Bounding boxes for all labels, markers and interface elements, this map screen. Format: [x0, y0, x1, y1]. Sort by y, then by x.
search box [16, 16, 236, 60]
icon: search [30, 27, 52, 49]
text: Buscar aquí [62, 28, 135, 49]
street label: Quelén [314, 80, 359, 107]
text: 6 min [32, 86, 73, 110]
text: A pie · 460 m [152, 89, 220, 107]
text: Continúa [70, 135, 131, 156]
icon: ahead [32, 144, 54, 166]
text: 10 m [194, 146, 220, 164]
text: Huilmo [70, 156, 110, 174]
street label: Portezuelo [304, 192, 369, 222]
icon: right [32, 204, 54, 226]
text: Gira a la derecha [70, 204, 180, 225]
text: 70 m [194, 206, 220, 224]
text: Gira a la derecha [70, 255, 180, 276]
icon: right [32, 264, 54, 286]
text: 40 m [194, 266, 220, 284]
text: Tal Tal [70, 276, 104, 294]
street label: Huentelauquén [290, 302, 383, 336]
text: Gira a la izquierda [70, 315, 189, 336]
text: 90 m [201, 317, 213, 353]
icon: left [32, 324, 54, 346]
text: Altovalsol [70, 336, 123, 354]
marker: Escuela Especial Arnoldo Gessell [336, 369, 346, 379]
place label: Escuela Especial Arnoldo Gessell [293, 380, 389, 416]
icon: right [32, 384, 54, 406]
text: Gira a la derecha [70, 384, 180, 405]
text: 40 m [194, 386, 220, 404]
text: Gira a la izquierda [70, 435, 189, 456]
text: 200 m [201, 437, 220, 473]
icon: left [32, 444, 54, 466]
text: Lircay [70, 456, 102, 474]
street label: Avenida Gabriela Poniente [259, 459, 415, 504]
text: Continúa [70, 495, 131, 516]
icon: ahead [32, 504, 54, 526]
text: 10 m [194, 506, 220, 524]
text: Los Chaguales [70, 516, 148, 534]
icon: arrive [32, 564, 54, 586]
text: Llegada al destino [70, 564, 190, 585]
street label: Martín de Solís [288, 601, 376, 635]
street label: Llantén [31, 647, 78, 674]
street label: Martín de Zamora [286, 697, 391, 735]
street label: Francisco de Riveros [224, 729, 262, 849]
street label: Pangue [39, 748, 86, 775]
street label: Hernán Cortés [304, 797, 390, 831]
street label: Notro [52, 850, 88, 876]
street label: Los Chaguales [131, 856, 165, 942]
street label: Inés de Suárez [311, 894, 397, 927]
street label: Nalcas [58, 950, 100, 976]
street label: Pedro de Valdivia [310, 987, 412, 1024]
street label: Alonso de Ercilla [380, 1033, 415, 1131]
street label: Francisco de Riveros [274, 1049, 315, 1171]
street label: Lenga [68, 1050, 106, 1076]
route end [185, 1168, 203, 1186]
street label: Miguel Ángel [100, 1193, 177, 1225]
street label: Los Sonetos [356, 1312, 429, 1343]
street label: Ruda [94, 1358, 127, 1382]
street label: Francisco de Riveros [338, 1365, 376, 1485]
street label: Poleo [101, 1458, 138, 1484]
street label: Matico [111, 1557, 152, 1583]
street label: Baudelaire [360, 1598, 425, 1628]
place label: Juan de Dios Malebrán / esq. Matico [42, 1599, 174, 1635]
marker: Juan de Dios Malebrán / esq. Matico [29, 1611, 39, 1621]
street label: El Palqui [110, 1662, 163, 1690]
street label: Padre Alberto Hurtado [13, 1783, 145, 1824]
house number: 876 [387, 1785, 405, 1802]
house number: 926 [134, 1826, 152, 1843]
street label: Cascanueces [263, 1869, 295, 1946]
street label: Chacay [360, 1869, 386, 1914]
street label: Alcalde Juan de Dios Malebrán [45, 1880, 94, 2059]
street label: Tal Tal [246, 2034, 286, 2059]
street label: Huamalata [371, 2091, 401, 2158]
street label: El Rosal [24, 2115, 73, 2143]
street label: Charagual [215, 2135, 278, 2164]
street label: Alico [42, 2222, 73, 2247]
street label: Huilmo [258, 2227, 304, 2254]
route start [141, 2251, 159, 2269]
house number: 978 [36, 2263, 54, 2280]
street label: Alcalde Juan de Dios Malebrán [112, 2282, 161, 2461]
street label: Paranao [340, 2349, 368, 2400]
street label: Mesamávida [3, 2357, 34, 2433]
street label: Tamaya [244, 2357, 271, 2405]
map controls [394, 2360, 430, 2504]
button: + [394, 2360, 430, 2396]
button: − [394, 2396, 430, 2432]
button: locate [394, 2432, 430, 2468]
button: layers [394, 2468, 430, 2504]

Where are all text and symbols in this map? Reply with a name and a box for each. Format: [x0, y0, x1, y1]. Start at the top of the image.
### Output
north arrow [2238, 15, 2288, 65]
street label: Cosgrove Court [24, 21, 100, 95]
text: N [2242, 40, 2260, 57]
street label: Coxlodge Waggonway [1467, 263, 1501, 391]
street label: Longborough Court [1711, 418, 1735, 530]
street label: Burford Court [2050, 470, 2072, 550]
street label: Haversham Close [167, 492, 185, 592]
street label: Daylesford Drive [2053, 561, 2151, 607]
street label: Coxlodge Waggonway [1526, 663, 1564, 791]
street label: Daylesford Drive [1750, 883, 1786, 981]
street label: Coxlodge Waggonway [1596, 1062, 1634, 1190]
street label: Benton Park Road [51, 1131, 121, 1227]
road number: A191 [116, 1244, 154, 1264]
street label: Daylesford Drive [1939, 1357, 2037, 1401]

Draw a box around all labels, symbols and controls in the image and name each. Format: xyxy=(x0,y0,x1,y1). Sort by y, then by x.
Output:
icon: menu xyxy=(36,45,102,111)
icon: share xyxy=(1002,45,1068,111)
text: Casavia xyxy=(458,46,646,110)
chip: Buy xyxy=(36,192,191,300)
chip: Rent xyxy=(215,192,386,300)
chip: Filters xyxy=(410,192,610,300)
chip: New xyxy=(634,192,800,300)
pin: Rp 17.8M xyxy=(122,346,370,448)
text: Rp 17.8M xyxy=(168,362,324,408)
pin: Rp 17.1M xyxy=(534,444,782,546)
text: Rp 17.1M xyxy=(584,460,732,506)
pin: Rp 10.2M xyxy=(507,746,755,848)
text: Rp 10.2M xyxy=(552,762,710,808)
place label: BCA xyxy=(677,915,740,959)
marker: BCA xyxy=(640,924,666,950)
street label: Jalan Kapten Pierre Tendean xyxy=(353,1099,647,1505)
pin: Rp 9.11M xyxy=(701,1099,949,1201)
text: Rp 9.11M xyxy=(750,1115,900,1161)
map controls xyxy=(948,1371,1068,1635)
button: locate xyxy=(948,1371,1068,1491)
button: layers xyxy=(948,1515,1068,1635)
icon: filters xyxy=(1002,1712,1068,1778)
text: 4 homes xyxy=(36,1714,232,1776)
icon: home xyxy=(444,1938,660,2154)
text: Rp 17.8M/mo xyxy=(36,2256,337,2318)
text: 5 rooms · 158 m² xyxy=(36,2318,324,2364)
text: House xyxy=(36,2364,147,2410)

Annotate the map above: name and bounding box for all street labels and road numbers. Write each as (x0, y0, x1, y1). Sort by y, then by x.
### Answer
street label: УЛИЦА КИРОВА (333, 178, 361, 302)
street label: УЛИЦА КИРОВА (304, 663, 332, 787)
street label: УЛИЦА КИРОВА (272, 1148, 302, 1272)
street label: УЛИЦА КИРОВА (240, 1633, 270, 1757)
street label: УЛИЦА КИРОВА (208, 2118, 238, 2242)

-------------------------

- _TASK_: Nothing but the complete listing, repeated exactly, belongs in the answer.

- _YOUR SOLUTION_:
Bounding boxes for all labels, markers and interface elements, this map screen. Format: [x0, y0, x1, y1]. Sort by y, then by x.
search box [16, 16, 236, 60]
icon: search [30, 27, 52, 49]
text: Buscar aquí [62, 28, 135, 49]
street label: Quelén [314, 80, 359, 107]
text: 6 min [32, 86, 73, 110]
text: A pie · 460 m [152, 89, 220, 107]
text: Continúa [70, 135, 131, 156]
icon: ahead [32, 144, 54, 166]
text: 10 m [194, 146, 220, 164]
text: Huilmo [70, 156, 110, 174]
street label: Portezuelo [304, 192, 369, 222]
icon: right [32, 204, 54, 226]
text: Gira a la derecha [70, 204, 180, 225]
text: 70 m [194, 206, 220, 224]
text: Gira a la derecha [70, 255, 180, 276]
icon: right [32, 264, 54, 286]
text: 40 m [194, 266, 220, 284]
text: Tal Tal [70, 276, 104, 294]
street label: Huentelauquén [290, 302, 383, 336]
text: Gira a la izquierda [70, 315, 189, 336]
text: 90 m [201, 317, 213, 353]
icon: left [32, 324, 54, 346]
text: Altovalsol [70, 336, 123, 354]
marker: Escuela Especial Arnoldo Gessell [336, 369, 346, 379]
place label: Escuela Especial Arnoldo Gessell [293, 380, 389, 416]
icon: right [32, 384, 54, 406]
text: Gira a la derecha [70, 384, 180, 405]
text: 40 m [194, 386, 220, 404]
text: Gira a la izquierda [70, 435, 189, 456]
text: 200 m [201, 437, 220, 473]
icon: left [32, 444, 54, 466]
text: Lircay [70, 456, 102, 474]
street label: Avenida Gabriela Poniente [259, 459, 415, 504]
text: Continúa [70, 495, 131, 516]
icon: ahead [32, 504, 54, 526]
text: 10 m [194, 506, 220, 524]
text: Los Chaguales [70, 516, 148, 534]
icon: arrive [32, 564, 54, 586]
text: Llegada al destino [70, 564, 190, 585]
street label: Martín de Solís [288, 601, 376, 635]
street label: Llantén [31, 647, 78, 674]
street label: Martín de Zamora [286, 697, 391, 735]
street label: Francisco de Riveros [224, 729, 262, 849]
street label: Pangue [39, 748, 86, 775]
street label: Hernán Cortés [304, 797, 390, 831]
street label: Notro [52, 850, 88, 876]
street label: Los Chaguales [131, 856, 165, 942]
street label: Inés de Suárez [311, 894, 397, 927]
street label: Nalcas [58, 950, 100, 976]
street label: Pedro de Valdivia [310, 987, 412, 1024]
street label: Alonso de Ercilla [380, 1033, 415, 1131]
street label: Francisco de Riveros [274, 1049, 315, 1171]
street label: Lenga [68, 1050, 106, 1076]
route end [185, 1168, 203, 1186]
street label: Miguel Ángel [100, 1193, 177, 1225]
street label: Los Sonetos [356, 1312, 429, 1343]
street label: Ruda [94, 1358, 127, 1382]
street label: Francisco de Riveros [338, 1365, 376, 1485]
street label: Poleo [101, 1458, 138, 1484]
street label: Matico [111, 1557, 152, 1583]
street label: Baudelaire [360, 1598, 425, 1628]
place label: Juan de Dios Malebrán / esq. Matico [42, 1599, 174, 1635]
marker: Juan de Dios Malebrán / esq. Matico [29, 1611, 39, 1621]
street label: El Palqui [110, 1662, 163, 1690]
street label: Padre Alberto Hurtado [13, 1783, 145, 1824]
house number: 876 [387, 1785, 405, 1802]
house number: 926 [134, 1826, 152, 1843]
street label: Cascanueces [263, 1869, 295, 1946]
street label: Chacay [360, 1869, 386, 1914]
street label: Alcalde Juan de Dios Malebrán [45, 1880, 94, 2059]
street label: Tal Tal [246, 2034, 286, 2059]
street label: Huamalata [371, 2091, 401, 2158]
street label: El Rosal [24, 2115, 73, 2143]
street label: Charagual [215, 2135, 278, 2164]
street label: Alico [42, 2222, 73, 2247]
street label: Huilmo [258, 2227, 304, 2254]
route start [141, 2251, 159, 2269]
house number: 978 [36, 2263, 54, 2280]
street label: Alcalde Juan de Dios Malebrán [112, 2282, 161, 2461]
street label: Paranao [340, 2349, 368, 2400]
street label: Mesamávida [3, 2357, 34, 2433]
street label: Tamaya [244, 2357, 271, 2405]
map controls [394, 2360, 430, 2504]
button: + [394, 2360, 430, 2396]
button: − [394, 2396, 430, 2432]
button: locate [394, 2432, 430, 2468]
button: layers [394, 2468, 430, 2504]

Where are all text and symbols in this map? Reply with a name and a box for each. Format: [x0, y0, x1, y1]. Start at the top of the image.
### Output
north arrow [2238, 15, 2288, 65]
street label: Cosgrove Court [24, 21, 100, 95]
text: N [2242, 40, 2260, 57]
street label: Coxlodge Waggonway [1467, 263, 1501, 391]
street label: Longborough Court [1711, 418, 1735, 530]
street label: Burford Court [2050, 470, 2072, 550]
street label: Haversham Close [167, 492, 185, 592]
street label: Daylesford Drive [2053, 561, 2151, 607]
street label: Coxlodge Waggonway [1526, 663, 1564, 791]
street label: Daylesford Drive [1750, 883, 1786, 981]
street label: Coxlodge Waggonway [1596, 1062, 1634, 1190]
street label: Benton Park Road [51, 1131, 121, 1227]
road number: A191 [116, 1244, 154, 1264]
street label: Daylesford Drive [1939, 1357, 2037, 1401]

Draw a box around all labels, symbols and controls in the image and name each. Format: xyxy=(x0,y0,x1,y1). Sort by y, then by x.
Output:
icon: menu xyxy=(36,45,102,111)
icon: share xyxy=(1002,45,1068,111)
text: Casavia xyxy=(458,46,646,110)
chip: Buy xyxy=(36,192,191,300)
chip: Rent xyxy=(215,192,386,300)
chip: Filters xyxy=(410,192,610,300)
chip: New xyxy=(634,192,800,300)
pin: Rp 17.8M xyxy=(122,346,370,448)
text: Rp 17.8M xyxy=(168,362,324,408)
pin: Rp 17.1M xyxy=(534,444,782,546)
text: Rp 17.1M xyxy=(584,460,732,506)
pin: Rp 10.2M xyxy=(507,746,755,848)
text: Rp 10.2M xyxy=(552,762,710,808)
place label: BCA xyxy=(677,915,740,959)
marker: BCA xyxy=(640,924,666,950)
street label: Jalan Kapten Pierre Tendean xyxy=(353,1099,647,1505)
pin: Rp 9.11M xyxy=(701,1099,949,1201)
text: Rp 9.11M xyxy=(750,1115,900,1161)
map controls xyxy=(948,1371,1068,1635)
button: locate xyxy=(948,1371,1068,1491)
button: layers xyxy=(948,1515,1068,1635)
icon: filters xyxy=(1002,1712,1068,1778)
text: 4 homes xyxy=(36,1714,232,1776)
icon: home xyxy=(444,1938,660,2154)
text: Rp 17.8M/mo xyxy=(36,2256,337,2318)
text: 5 rooms · 158 m² xyxy=(36,2318,324,2364)
text: House xyxy=(36,2364,147,2410)

Annotate the map above: name and bounding box for all street labels and road numbers. Write each as (x0, y0, x1, y1). Sort by y, then by x.
### Answer
street label: УЛИЦА КИРОВА (333, 178, 361, 302)
street label: УЛИЦА КИРОВА (304, 663, 332, 787)
street label: УЛИЦА КИРОВА (272, 1148, 302, 1272)
street label: УЛИЦА КИРОВА (240, 1633, 270, 1757)
street label: УЛИЦА КИРОВА (208, 2118, 238, 2242)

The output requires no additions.